May 29, 2015
We just had to try Galaxy Trucker. For real…
The tutorial is important, and helps one understand the intricacies of gameplay. An instructor is assigned to show one the basic ins and outs, and via dialogue boxes, cutscenes and pulsing graphics, the game concept readily emerges.
Folks knowledgeable with the board game will be on familiar turf. Backstory? We are talking about interstellar travel, and huge corporations are still a serious thingie. The major entity here is Corporation Incorporated, and it is a sewer-building company that is looking for space drivers — ah… Galaxy Truckers — to haul stuff from place to place for potential profits. Potential drivers can build spacecraft from materials and using a generalized set of rules governing placement. After that, it is a race to see who can get to the endpoint fastest, and ultimately, with the most profit.

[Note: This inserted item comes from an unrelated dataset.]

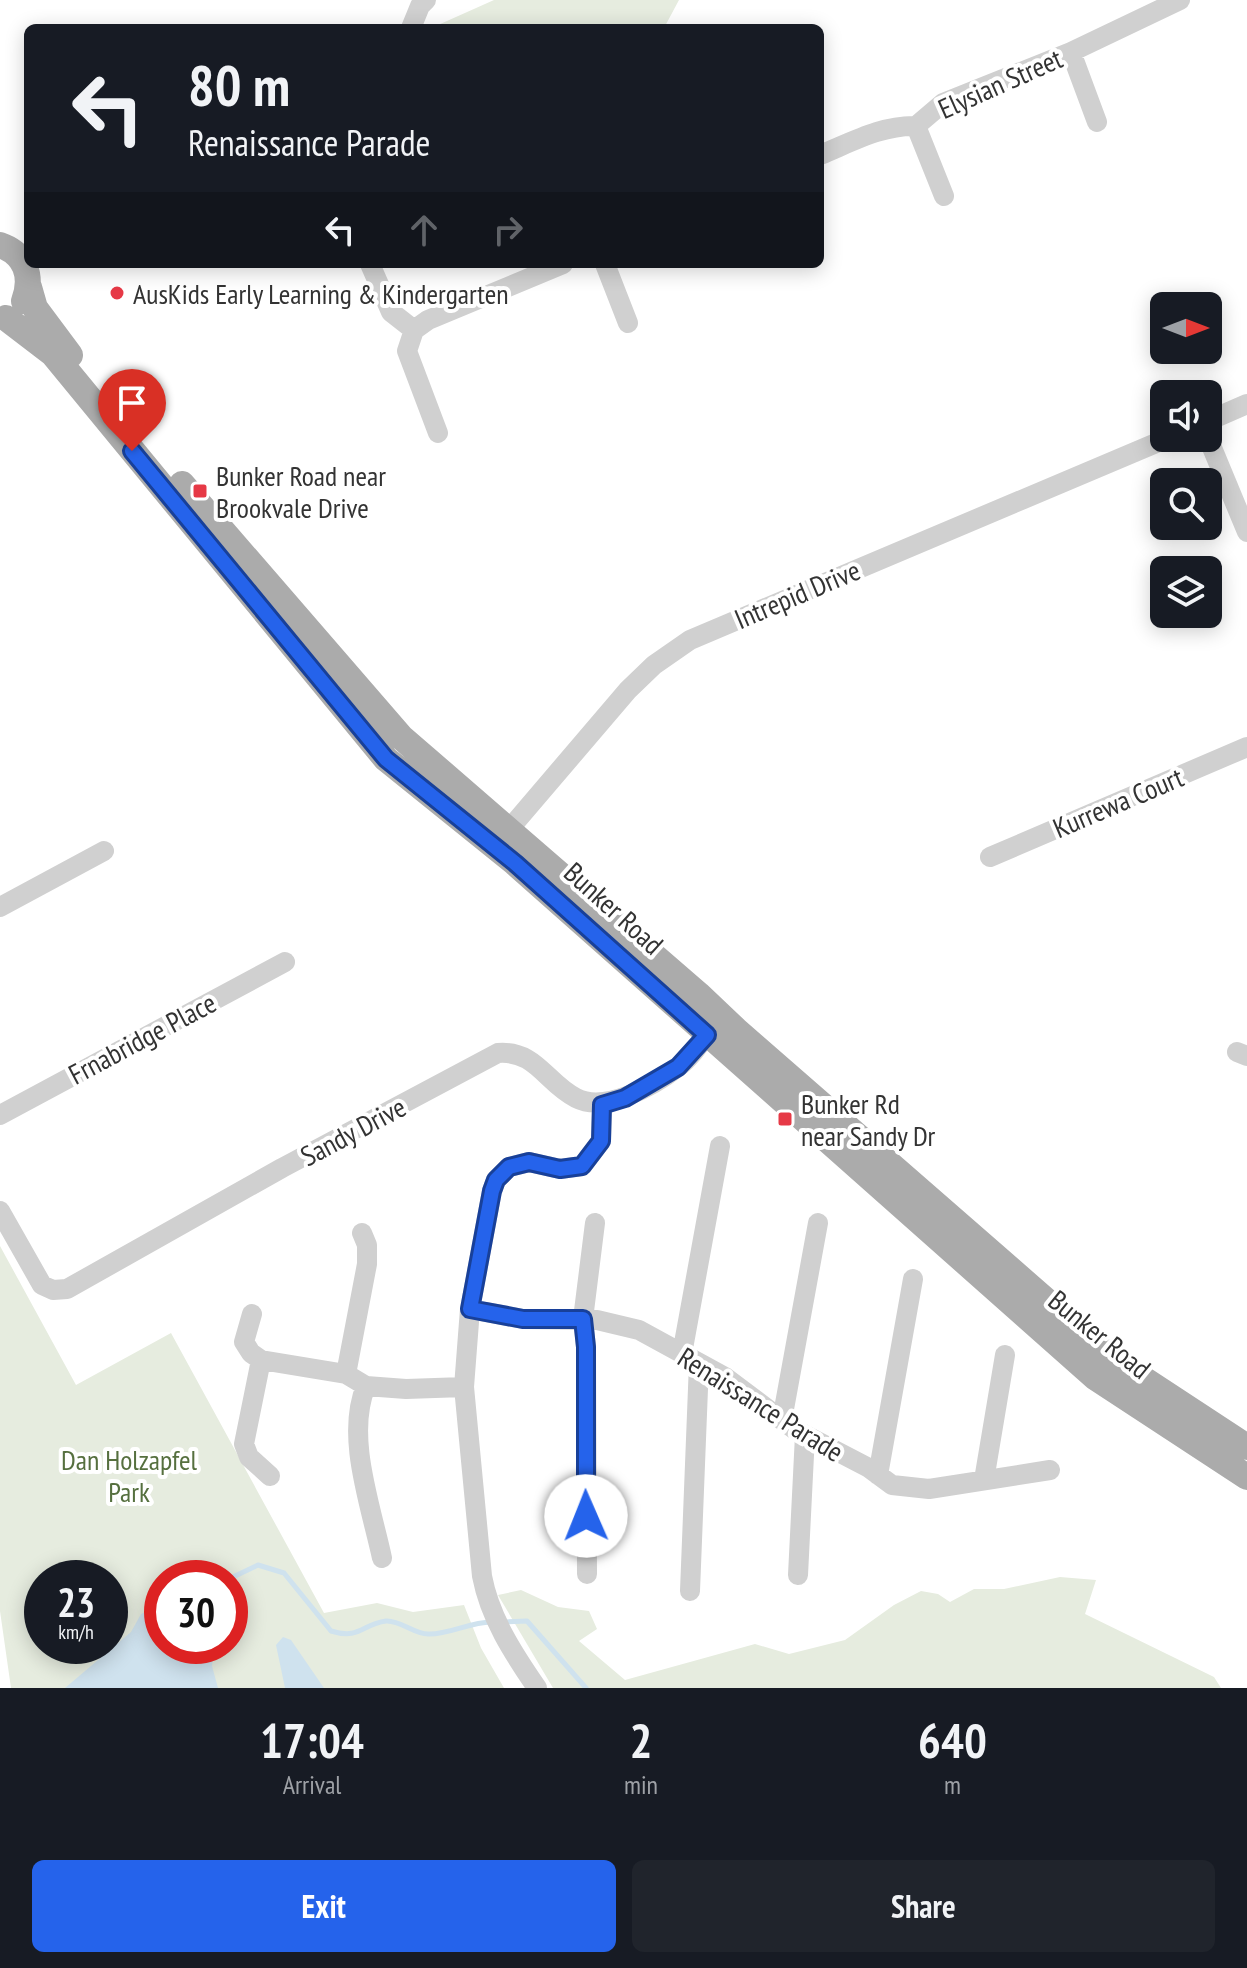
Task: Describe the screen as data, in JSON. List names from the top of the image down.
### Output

The player starts out by building the aforementioned space ship. Out of sewer prefab, by the way. This portion of the game pays unabashed ode to its board game origins, as it is a battle to pull random, virtual cards from a pile. The idea is to get the pieces that can help out with game endeavors: rockets, engine, cargo holds and more. When ships are finished, the competition ramps up, with activity cards becoming a part of the process. These give a player an opportunity to things — take on jobs, if you will — for cash payouts. Not so fast though, because the way one creates the ship determines what one can transport. And then, there are other parts like meteor showers that need to be defended against too.
Decisions have consequences, because it is in essence a race of sorts. Taking jobs and other events can slow fliers down. The idea is to pick opportunities carefully, and avoid dangers. Everything is tallied at the end: profits, ship damage deductions, speed bonuses and more. Whichever racer has more wins.
The mix of the whimsical and the logical is quite engaging. Take the shipbuilding exercise; the sewer pieces are funny, but constructions best practices (like the placement of specific pieces) give it a sensible feel. The combination of card play, pseudo-racing, strategy and defense make for a handsome gameplay. Toss in multiple play modes (online, local turn-based, single player versus game AI) and one sees why the game can be tough to put down.
Porting board games to mobile platforms can be tough, as a lot of the the aspects that make it compelling in “real” life sometimes get lost in translation. Not to with this one.
Well done, Czech Games Edition. Well done.